## TASK DIRECTIONS
Every record must appear in your reply exactly as written.

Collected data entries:
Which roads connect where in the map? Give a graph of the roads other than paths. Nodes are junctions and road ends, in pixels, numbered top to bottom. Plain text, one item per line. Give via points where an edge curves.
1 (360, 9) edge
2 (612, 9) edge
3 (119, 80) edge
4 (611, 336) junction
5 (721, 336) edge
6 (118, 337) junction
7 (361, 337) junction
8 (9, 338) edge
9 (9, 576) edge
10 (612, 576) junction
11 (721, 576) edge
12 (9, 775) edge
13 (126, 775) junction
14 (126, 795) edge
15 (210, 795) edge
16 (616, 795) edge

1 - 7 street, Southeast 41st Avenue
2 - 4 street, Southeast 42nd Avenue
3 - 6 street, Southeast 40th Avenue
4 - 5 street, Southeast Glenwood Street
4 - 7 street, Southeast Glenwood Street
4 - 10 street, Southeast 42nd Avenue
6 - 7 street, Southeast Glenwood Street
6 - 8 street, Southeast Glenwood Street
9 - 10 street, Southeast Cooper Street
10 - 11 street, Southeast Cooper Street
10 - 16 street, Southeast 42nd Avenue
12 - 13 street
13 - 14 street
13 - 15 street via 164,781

## RESPONSE AREA
Which roads connect where in the map? Give a graph of the roads other than paths. Nodes are junctions and road ends, in pixels, numbered top to bottom. Plain text, one item per line. Give via points where an edge curves.
1 (360, 9) edge
2 (612, 9) edge
3 (119, 80) edge
4 (611, 336) junction
5 (721, 336) edge
6 (118, 337) junction
7 (361, 337) junction
8 (9, 338) edge
9 (9, 576) edge
10 (612, 576) junction
11 (721, 576) edge
12 (9, 775) edge
13 (126, 775) junction
14 (126, 795) edge
15 (210, 795) edge
16 (616, 795) edge

1 - 7 street, Southeast 41st Avenue
2 - 4 street, Southeast 42nd Avenue
3 - 6 street, Southeast 40th Avenue
4 - 5 street, Southeast Glenwood Street
4 - 7 street, Southeast Glenwood Street
4 - 10 street, Southeast 42nd Avenue
6 - 7 street, Southeast Glenwood Street
6 - 8 street, Southeast Glenwood Street
9 - 10 street, Southeast Cooper Street
10 - 11 street, Southeast Cooper Street
10 - 16 street, Southeast 42nd Avenue
12 - 13 street
13 - 14 street
13 - 15 street via 164,781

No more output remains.